Task to carry out: Whenever a line contains the string "thumb", copy it out of the entries.

[Record set Boundary: Start]

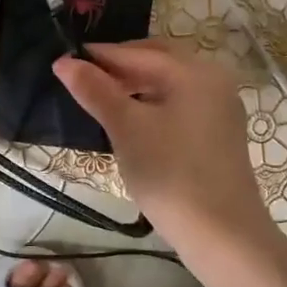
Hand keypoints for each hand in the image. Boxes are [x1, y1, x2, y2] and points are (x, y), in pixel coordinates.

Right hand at [54, 40, 272, 251]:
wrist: (222, 234)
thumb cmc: (171, 173)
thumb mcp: (126, 128)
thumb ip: (95, 91)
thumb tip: (63, 61)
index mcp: (194, 72)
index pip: (138, 52)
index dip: (100, 56)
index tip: (65, 60)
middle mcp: (213, 80)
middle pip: (159, 61)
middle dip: (121, 66)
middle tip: (84, 78)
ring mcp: (220, 108)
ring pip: (170, 84)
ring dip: (136, 86)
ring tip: (102, 100)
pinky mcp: (219, 134)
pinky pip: (180, 105)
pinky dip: (153, 104)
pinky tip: (131, 122)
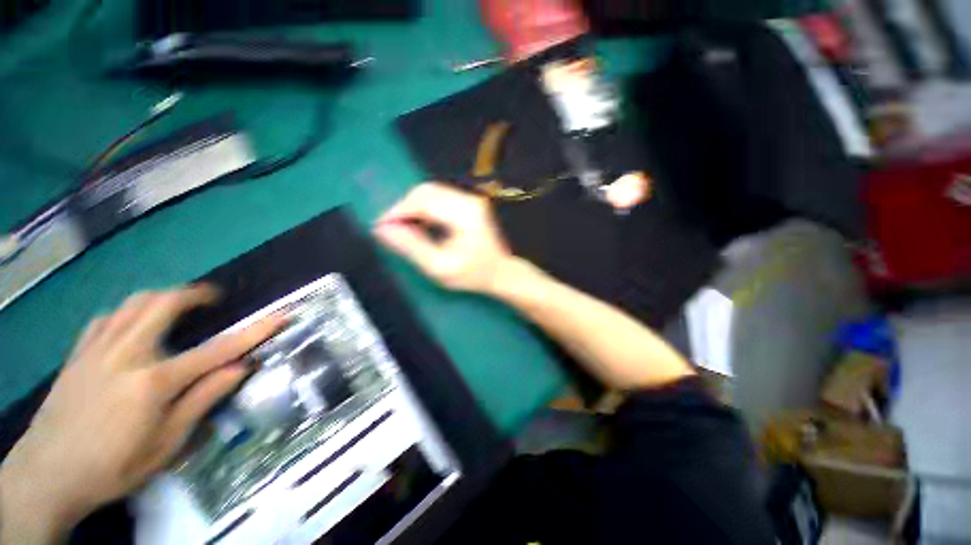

[Record set Boundary: End]

Exercise answer:
thumb cmc: (171, 173)
thumb mcp: (126, 128)
thumb ip: (95, 91)
thumb tip: (63, 61)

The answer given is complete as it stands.